Ukraine update: Death toll rises to 35 following Russian strike on Dnipro apartment complex

by Chris Lange

Chris Lange, FISM News

  

The death toll from a Russian missile strike on an apartment building in the southeastern Ukrainian city of Dnipro rose to 35 on Monday as rescue workers continued searching for survivors in the city located southeast of the capital of Kyiv. 

Dnipro officials said that the multi-story building housed about 1,700 people before Saturday’s deadly attack, according to a report by The Associated Press.

President Zelenskyy said Sunday afternoon that at least 73 people were wounded and 39 had been rescued, as Dnipro government officials said 43 people were still missing.

“Search and rescue operations and the dismantling of dangerous structural elements continues. Around the clock. We continue to fight for every life,” Zelenskyy said.

Russia, which has repeatedly denied targeting civilians in Ukraine, acknowledged the missile strikes on Sunday without referencing the Dnipro apartment building. 

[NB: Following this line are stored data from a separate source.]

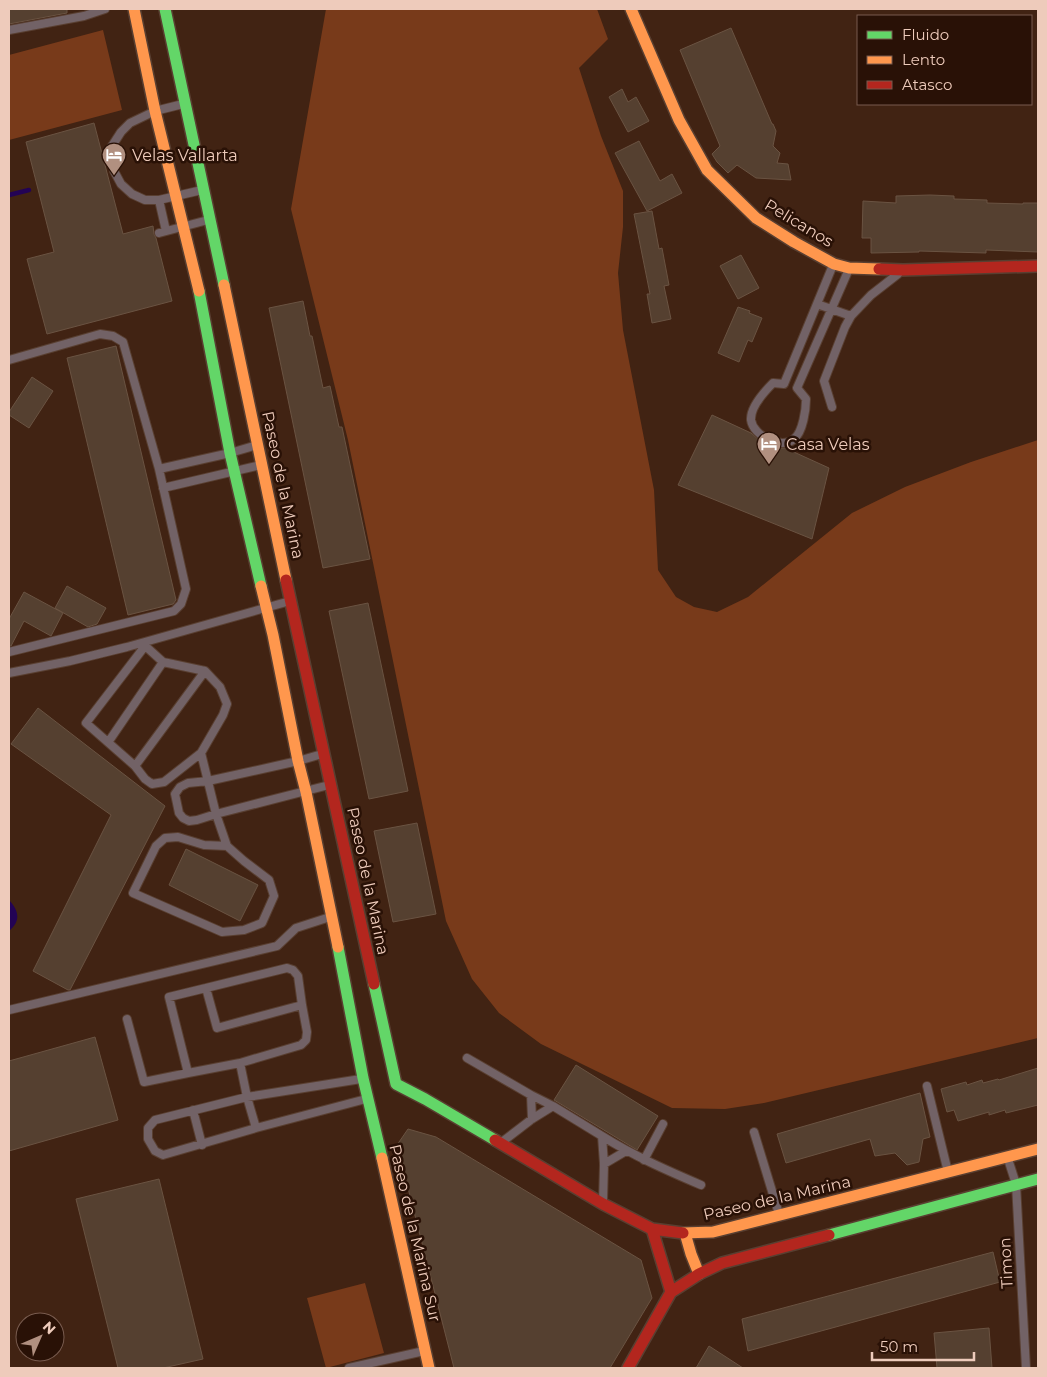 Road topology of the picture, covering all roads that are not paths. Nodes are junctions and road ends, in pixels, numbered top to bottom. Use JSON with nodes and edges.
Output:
{"nodes":[{"id":1,"x":105,"y":9,"type":"edge"},
{"id":2,"x":134,"y":9,"type":"edge"},
{"id":3,"x":165,"y":9,"type":"edge"},
{"id":4,"x":631,"y":9,"type":"edge"},
{"id":5,"x":84,"y":12,"type":"edge"},
{"id":6,"x":9,"y":30,"type":"edge"},
{"id":7,"x":186,"y":104,"type":"junction"},
{"id":8,"x":155,"y":111,"type":"junction"},
{"id":9,"x":204,"y":189,"type":"junction"},
{"id":10,"x":176,"y":197,"type":"junction"},
{"id":11,"x":159,"y":200,"type":"junction"},
{"id":12,"x":210,"y":220,"type":"junction"},
{"id":13,"x":183,"y":228,"type":"junction"},
{"id":14,"x":834,"y":264,"type":"junction"},
{"id":15,"x":1038,"y":266,"type":"edge"},
{"id":16,"x":849,"y":268,"type":"junction"},
{"id":17,"x":903,"y":270,"type":"junction"},
{"id":18,"x":817,"y":304,"type":"junction"},
{"id":19,"x":831,"y":310,"type":"junction"},
{"id":20,"x":851,"y":316,"type":"junction"},
{"id":21,"x":9,"y":360,"type":"edge"},
{"id":22,"x":784,"y":384,"type":"junction"},
{"id":23,"x":797,"y":388,"type":"junction"},
{"id":24,"x":832,"y":407,"type":"dead end"},
{"id":25,"x":258,"y":444,"type":"junction"},
{"id":26,"x":230,"y":453,"type":"junction"},
{"id":27,"x":262,"y":464,"type":"junction"},
{"id":28,"x":159,"y":469,"type":"junction"},
{"id":29,"x":235,"y":472,"type":"junction"},
{"id":30,"x":163,"y":488,"type":"junction"},
{"id":31,"x":291,"y":601,"type":"junction"},
{"id":32,"x":265,"y":608,"type":"junction"},
{"id":33,"x":285,"y":632,"type":"junction"},
{"id":34,"x":144,"y":644,"type":"junction"},
{"id":35,"x":9,"y":652,"type":"edge"},
{"id":36,"x":163,"y":662,"type":"junction"},
{"id":37,"x":205,"y":671,"type":"junction"},
{"id":38,"x":9,"y":673,"type":"edge"},
{"id":39,"x":109,"y":741,"type":"junction"},
{"id":40,"x":201,"y":753,"type":"junction"},
{"id":41,"x":324,"y":753,"type":"junction"},
{"id":42,"x":298,"y":761,"type":"junction"},
{"id":43,"x":135,"y":766,"type":"junction"},
{"id":44,"x":208,"y":781,"type":"junction"},
{"id":45,"x":331,"y":785,"type":"junction"},
{"id":46,"x":306,"y":792,"type":"junction"},
{"id":47,"x":216,"y":814,"type":"junction"},
{"id":48,"x":227,"y":846,"type":"junction"},
{"id":49,"x":332,"y":917,"type":"junction"},
{"id":50,"x":206,"y":988,"type":"junction"},
{"id":51,"x":302,"y":1005,"type":"junction"},
{"id":52,"x":9,"y":1010,"type":"edge"},
{"id":53,"x":127,"y":1019,"type":"dead end"},
{"id":54,"x":467,"y":1058,"type":"dead end"},
{"id":55,"x":240,"y":1063,"type":"junction"},
{"id":56,"x":188,"y":1073,"type":"junction"},
{"id":57,"x":367,"y":1079,"type":"junction"},
{"id":58,"x":927,"y":1086,"type":"dead end"},
{"id":59,"x":531,"y":1095,"type":"junction"},
{"id":60,"x":247,"y":1097,"type":"junction"},
{"id":61,"x":369,"y":1102,"type":"junction"},
{"id":62,"x":553,"y":1106,"type":"junction"},
{"id":63,"x":193,"y":1110,"type":"junction"},
{"id":64,"x":532,"y":1119,"type":"junction"},
{"id":65,"x":662,"y":1124,"type":"dead end"},
{"id":66,"x":256,"y":1128,"type":"junction"},
{"id":67,"x":754,"y":1132,"type":"dead end"},
{"id":68,"x":602,"y":1136,"type":"junction"},
{"id":69,"x":500,"y":1143,"type":"junction"},
{"id":70,"x":202,"y":1144,"type":"junction"},
{"id":71,"x":1038,"y":1149,"type":"edge"},
{"id":72,"x":626,"y":1151,"type":"junction"},
{"id":73,"x":1008,"y":1158,"type":"junction"},
{"id":74,"x":644,"y":1160,"type":"junction"},
{"id":75,"x":604,"y":1164,"type":"junction"},
{"id":76,"x":948,"y":1173,"type":"junction"},
{"id":77,"x":1038,"y":1179,"type":"edge"},
{"id":78,"x":1016,"y":1184,"type":"junction"},
{"id":79,"x":701,"y":1185,"type":"dead end"},
{"id":80,"x":603,"y":1204,"type":"junction"},
{"id":81,"x":779,"y":1216,"type":"junction"},
{"id":82,"x":652,"y":1229,"type":"junction"},
{"id":83,"x":685,"y":1232,"type":"junction"},
{"id":84,"x":699,"y":1274,"type":"junction"},
{"id":85,"x":671,"y":1292,"type":"junction"},
{"id":86,"x":424,"y":1351,"type":"junction"},
{"id":87,"x":349,"y":1368,"type":"edge"},
{"id":88,"x":429,"y":1368,"type":"edge"},
{"id":89,"x":628,"y":1368,"type":"edge"},
{"id":90,"x":1026,"y":1368,"type":"edge"}],
"edges":[{"from":1,"to":5,"type":"lane"},
{"from":2,"to":8,"type":"street","name":"Paseo de la Marina"},
{"from":3,"to":7,"type":"street","name":"Paseo de la Marina"},
{"from":4,"to":14,"type":"street","name":"Pelicanos"},
{"from":5,"to":6,"type":"lane"},
{"from":7,"to":8,"type":"lane"},
{"from":7,"to":9,"type":"street","name":"Paseo de la Marina"},
{"from":8,"to":10,"type":"street","name":"Paseo de la Marina"},
{"from":8,"to":11,"type":"lane"},
{"from":9,"to":10,"type":"lane"},
{"from":9,"to":12,"type":"street","name":"Paseo de la Marina"},
{"from":10,"to":11,"type":"lane"},
{"from":10,"to":13,"type":"street","name":"Paseo de la Marina"},
{"from":11,"to":13,"type":"lane"},
{"from":12,"to":13,"type":"lane"},
{"from":12,"to":25,"type":"street","name":"Paseo de la Marina"},
{"from":13,"to":26,"type":"street","name":"Paseo de la Marina"},
{"from":14,"to":16,"type":"street","name":"Pelicanos"},
{"from":14,"to":18,"type":"lane"},
{"from":15,"to":17,"type":"street","name":"Pelicanos"},
{"from":16,"to":17,"type":"street","name":"Pelicanos"},
{"from":16,"to":19,"type":"lane"},
{"from":17,"to":20,"type":"lane"},
{"from":18,"to":19,"type":"lane"},
{"from":18,"to":22,"type":"lane"},
{"from":19,"to":20,"type":"lane"},
{"from":19,"to":23,"type":"lane"},
{"from":20,"to":24,"type":"lane"},
{"from":21,"to":28,"type":"lane"},
{"from":22,"to":23,"type":"lane"},
{"from":22,"to":23,"type":"lane"},
{"from":25,"to":26,"type":"lane"},
{"from":25,"to":27,"type":"street","name":"Paseo de la Marina"},
{"from":26,"to":28,"type":"lane"},
{"from":26,"to":29,"type":"street","name":"Paseo de la Marina"},
{"from":27,"to":29,"type":"lane"},
{"from":27,"to":31,"type":"street","name":"Paseo de la Marina"},
{"from":28,"to":30,"type":"lane"},
{"from":29,"to":30,"type":"lane"},
{"from":29,"to":32,"type":"street","name":"Paseo de la Marina"},
{"from":30,"to":35,"type":"lane"},
{"from":31,"to":32,"type":"lane"},
{"from":31,"to":33,"type":"street","name":"Paseo de la Marina"},
{"from":32,"to":33,"type":"street","name":"Paseo de la Marina"},
{"from":32,"to":34,"type":"lane"},
{"from":33,"to":41,"type":"street","name":"Paseo de la Marina"},
{"from":33,"to":42,"type":"street","name":"Paseo de la Marina"},
{"from":34,"to":36,"type":"lane"},
{"from":34,"to":38,"type":"lane"},
{"from":34,"to":39,"type":"lane"},
{"from":36,"to":37,"type":"lane"},
{"from":36,"to":39,"type":"lane"},
{"from":37,"to":40,"type":"lane"},
{"from":37,"to":43,"type":"lane"},
{"from":39,"to":43,"type":"lane"},
{"from":40,"to":43,"type":"lane"},
{"from":40,"to":44,"type":"lane"},
{"from":41,"to":42,"type":"lane"},
{"from":41,"to":45,"type":"street","name":"Paseo de la Marina"},
{"from":42,"to":44,"type":"lane"},
{"from":42,"to":46,"type":"street","name":"Paseo de la Marina"},
{"from":44,"to":47,"type":"lane"},
{"from":44,"to":47,"type":"lane"},
{"from":45,"to":46,"type":"lane"},
{"from":45,"to":69,"type":"street","name":"Paseo de la Marina"},
{"from":46,"to":47,"type":"lane"},
{"from":46,"to":49,"type":"street","name":"Paseo de la Marina"},
{"from":47,"to":48,"type":"lane"},
{"from":48,"to":48,"type":"lane"},
{"from":49,"to":52,"type":"lane"},
{"from":49,"to":57,"type":"street","name":"Paseo de la Marina"},
{"from":50,"to":51,"type":"lane"},
{"from":50,"to":51,"type":"lane"},
{"from":50,"to":56,"type":"lane"},
{"from":51,"to":55,"type":"lane"},
{"from":53,"to":56,"type":"lane"},
{"from":54,"to":59,"type":"lane"},
{"from":55,"to":56,"type":"lane"},
{"from":55,"to":60,"type":"lane"},
{"from":57,"to":60,"type":"lane"},
{"from":57,"to":61,"type":"street","name":"Paseo de la Marina"},
{"from":58,"to":76,"type":"lane"},
{"from":59,"to":62,"type":"lane"},
{"from":59,"to":64,"type":"lane"},
{"from":60,"to":63,"type":"lane"},
{"from":60,"to":66,"type":"lane"},
{"from":61,"to":66,"type":"lane"},
{"from":61,"to":86,"type":"street","name":"Paseo de la Marina Sur"},
{"from":62,"to":64,"type":"lane"},
{"from":62,"to":68,"type":"lane"},
{"from":63,"to":70,"type":"lane"},
{"from":63,"to":70,"type":"lane"},
{"from":64,"to":69,"type":"lane"},
{"from":65,"to":74,"type":"lane"},
{"from":66,"to":70,"type":"lane"},
{"from":67,"to":81,"type":"lane"},
{"from":68,"to":72,"type":"lane"},
{"from":68,"to":75,"type":"lane"},
{"from":69,"to":80,"type":"street","name":"Paseo de la Marina"},
{"from":71,"to":73,"type":"street","name":"Paseo de la Marina"},
{"from":72,"to":74,"type":"lane"},
{"from":72,"to":75,"type":"lane"},
{"from":73,"to":76,"type":"street","name":"Paseo de la Marina"},
{"from":73,"to":78,"type":"lane","name":"Timon"},
{"from":74,"to":79,"type":"lane"},
{"from":75,"to":80,"type":"lane"},
{"from":76,"to":81,"type":"street","name":"Paseo de la Marina"},
{"from":77,"to":78,"type":"street"},
{"from":78,"to":84,"type":"street"},
{"from":78,"to":90,"type":"lane","name":"Timon"},
{"from":80,"to":82,"type":"street","name":"Paseo de la Marina"},
{"from":81,"to":83,"type":"street","name":"Paseo de la Marina"},
{"from":82,"to":83,"type":"street","name":"Paseo de la Marina"},
{"from":82,"to":85,"type":"street"},
{"from":83,"to":84,"type":"street"},
{"from":84,"to":85,"type":"street"},
{"from":85,"to":89,"type":"street"},
{"from":86,"to":87,"type":"lane"},
{"from":86,"to":88,"type":"street","name":"Paseo de la Marina Sur"}]} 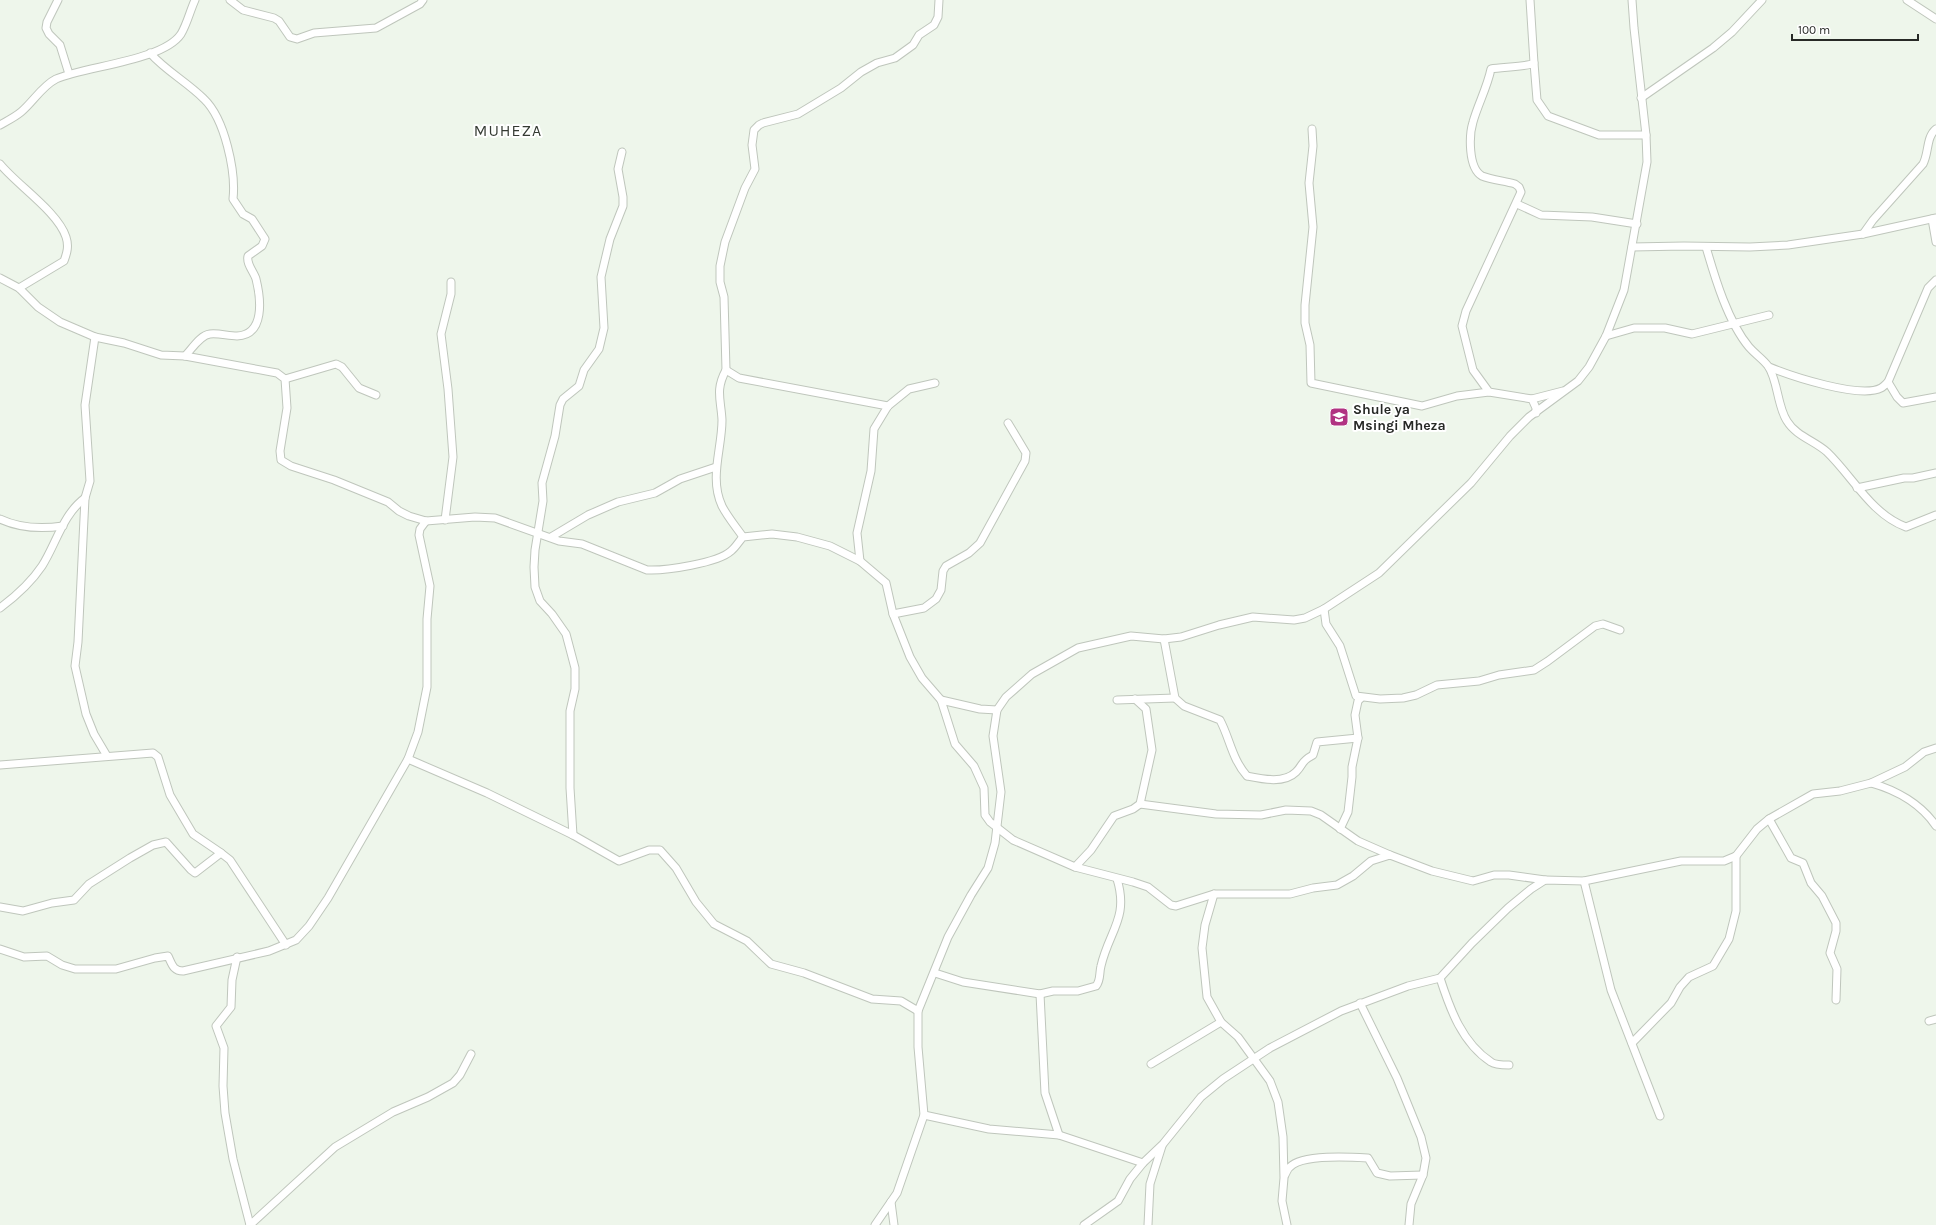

The missile that hit the apartment building was a Kh-22 launched from Russia’s Kursk region, according to the military’s air force command, adding that Ukraine does not have a system capable of intercepting that type of weapon.

CONTROL OF SOLEDAR 

Ukrainian forces in Soledar have “almost certainly” maintained their positions in and around Soledar, despite weekend assaults from Russia’s mercenary Wagner Group, the U.K. Defense Ministry said in its daily intelligence update Monday. Russia’s Ministry of Defense on Friday claimed that its forces seized control of the city located in the Donetsk Oblast near Bakhmut.

The British intelligence report also noted that Ukraine’s armed forces continue to advance around Kremina in the east, another scene of intense ground fighting, and that “both Russia and Ukraine have achieved hard-fought but limited gains in different sectors” over the past several weeks. 

US MILITARY TRAINING OF UKRAINIAN FORCES IN GERMANY

The U.S. military’s newly expanded combined arms combat training of Ukrainian forces began Sunday at the Grafenwoehr training base in Germany. Gen. Mark Milley, chairman of the Joint Chiefs of Staff, told reporters that the “complex” training – together with U.S.-supplied new weapons, artillery, and tanks heading to Ukraine – is aimed at helping Kyiv’s forces liberate Moscow-occupied territory.

“This support is really important for Ukraine to be able to defend itself. And we’re hoping to be able to pull this together here in short order,” Milley said, according to The Associated Press.

The announcement marks a shift in U.S. involvement in the war which, until now, focused primarily on Ukraine’s immediate battlefield needs, as opposed to its long-term objectives.

Pentagon spokesman Air Force Brig. Gen. Pat Ryder told a briefing Thursday that 500 Ukrainian troops per month will undergo the battalion-level operational training at Grafenwoehr on a rotating basis.

NUCLEAR WARHEAD PRODUCTION

Russia has produced the first nuclear warheads for its self-powered Poseidon super torpedoes, state-run media reported on Monday. Tass news agency said the warheads are being developed for deployment on the Belgorod nuclear submarine.

U.S. and Russian officials have both said that the Poseidon is a never-before-seen category of retaliatory weapon capable of triggering radioactive ocean swells that could essentially wipe coastal cities off the map.

“The first Poseidon ammunition loads have been manufactured, and the Belgorod submarine will receive them in the near future,” TASS reported, adding that the crew of Belgorod had already conducted successful tests using models of the torpedo.

GERMANY’S DEFENSE MINISTER RESIGNS 

German Defense Minister Christine Lambrecht resigned Monday amid mounting concerns over her inability to quickly revive the country’s armed forces amid the Russia-Ukraine war, despite a massive funding package directed toward that purpose.

“Today I asked the chancellor to dismiss me from the office of federal minister of defense,” Lambrecht, a member of German Chancellor Olaf Scholz’s Social Democratic Party (SPD), said in a statement, according to Reuters.

Lambrecht’s resignation follows a recent military drill in which several German Puma infantry tanks were put out of service during a military drill. It also comes as Germany faces increased international pressure to step up its military support for Ukraine.